Data under study:
■ ■ ■ ■ ■

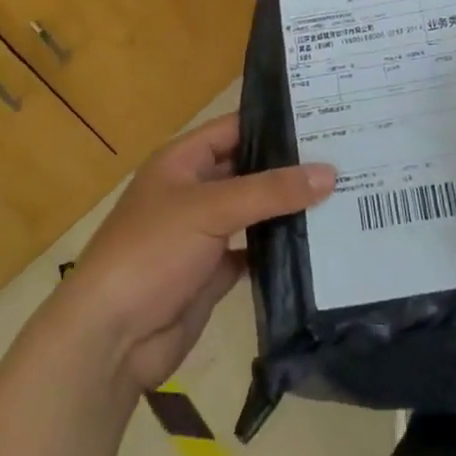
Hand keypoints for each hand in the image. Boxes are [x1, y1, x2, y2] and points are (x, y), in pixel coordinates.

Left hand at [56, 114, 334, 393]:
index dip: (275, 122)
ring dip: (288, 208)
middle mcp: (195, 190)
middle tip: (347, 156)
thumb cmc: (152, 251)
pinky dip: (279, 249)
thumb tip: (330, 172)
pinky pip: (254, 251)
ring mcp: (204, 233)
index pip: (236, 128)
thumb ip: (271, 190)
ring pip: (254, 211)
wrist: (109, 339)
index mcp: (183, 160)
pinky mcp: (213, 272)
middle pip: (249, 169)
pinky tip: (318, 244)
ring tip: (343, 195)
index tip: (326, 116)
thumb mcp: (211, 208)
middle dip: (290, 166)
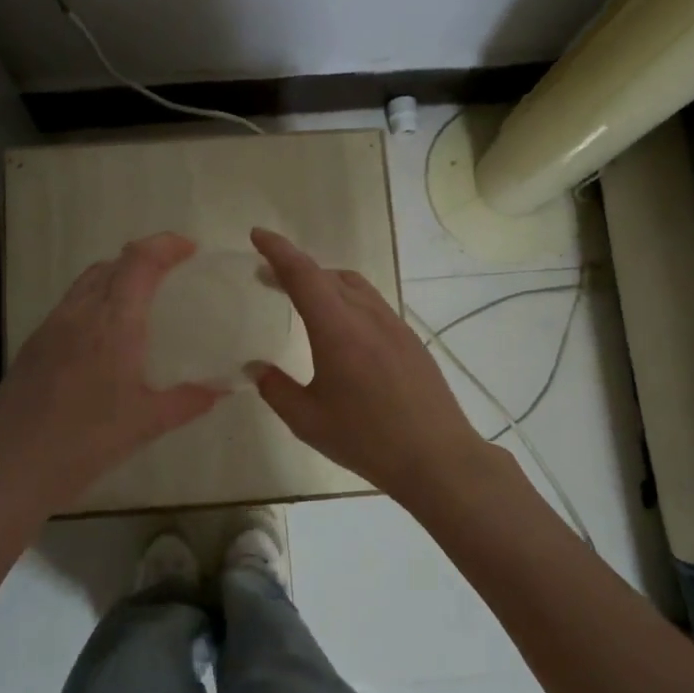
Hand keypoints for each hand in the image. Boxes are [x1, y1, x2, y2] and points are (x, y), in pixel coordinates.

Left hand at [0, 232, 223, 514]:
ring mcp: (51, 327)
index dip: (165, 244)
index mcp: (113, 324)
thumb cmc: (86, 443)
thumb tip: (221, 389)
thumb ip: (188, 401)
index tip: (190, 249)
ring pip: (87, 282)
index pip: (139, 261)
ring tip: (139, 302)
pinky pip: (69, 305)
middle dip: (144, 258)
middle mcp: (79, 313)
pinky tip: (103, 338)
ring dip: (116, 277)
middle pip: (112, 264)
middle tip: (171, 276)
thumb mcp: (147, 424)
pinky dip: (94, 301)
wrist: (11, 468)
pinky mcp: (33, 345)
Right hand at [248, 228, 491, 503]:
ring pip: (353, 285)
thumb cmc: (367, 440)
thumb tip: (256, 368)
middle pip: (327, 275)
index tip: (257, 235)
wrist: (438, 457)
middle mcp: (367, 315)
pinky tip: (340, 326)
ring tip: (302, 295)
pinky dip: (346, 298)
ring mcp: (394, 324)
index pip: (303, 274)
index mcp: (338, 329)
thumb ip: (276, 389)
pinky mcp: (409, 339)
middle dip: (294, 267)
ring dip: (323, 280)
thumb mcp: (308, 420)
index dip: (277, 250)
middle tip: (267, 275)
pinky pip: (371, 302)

■ ■ ■ ■ ■

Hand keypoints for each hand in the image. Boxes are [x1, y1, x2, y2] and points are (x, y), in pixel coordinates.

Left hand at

■ ■ ■ ■ ■

To do:
Take the line above containing "index tip: (257, 235)", the line containing "middle dip: (294, 267)", and all lines in between, and copy them exactly without anything else.

Your solution:
index tip: (257, 235)
wrist: (438, 457)
middle mcp: (367, 315)
pinky tip: (340, 326)
ring tip: (302, 295)
pinky dip: (346, 298)
ring mcp: (394, 324)
index pip: (303, 274)
index mcp: (338, 329)
thumb ip: (276, 389)
pinky mcp: (409, 339)
middle dip: (294, 267)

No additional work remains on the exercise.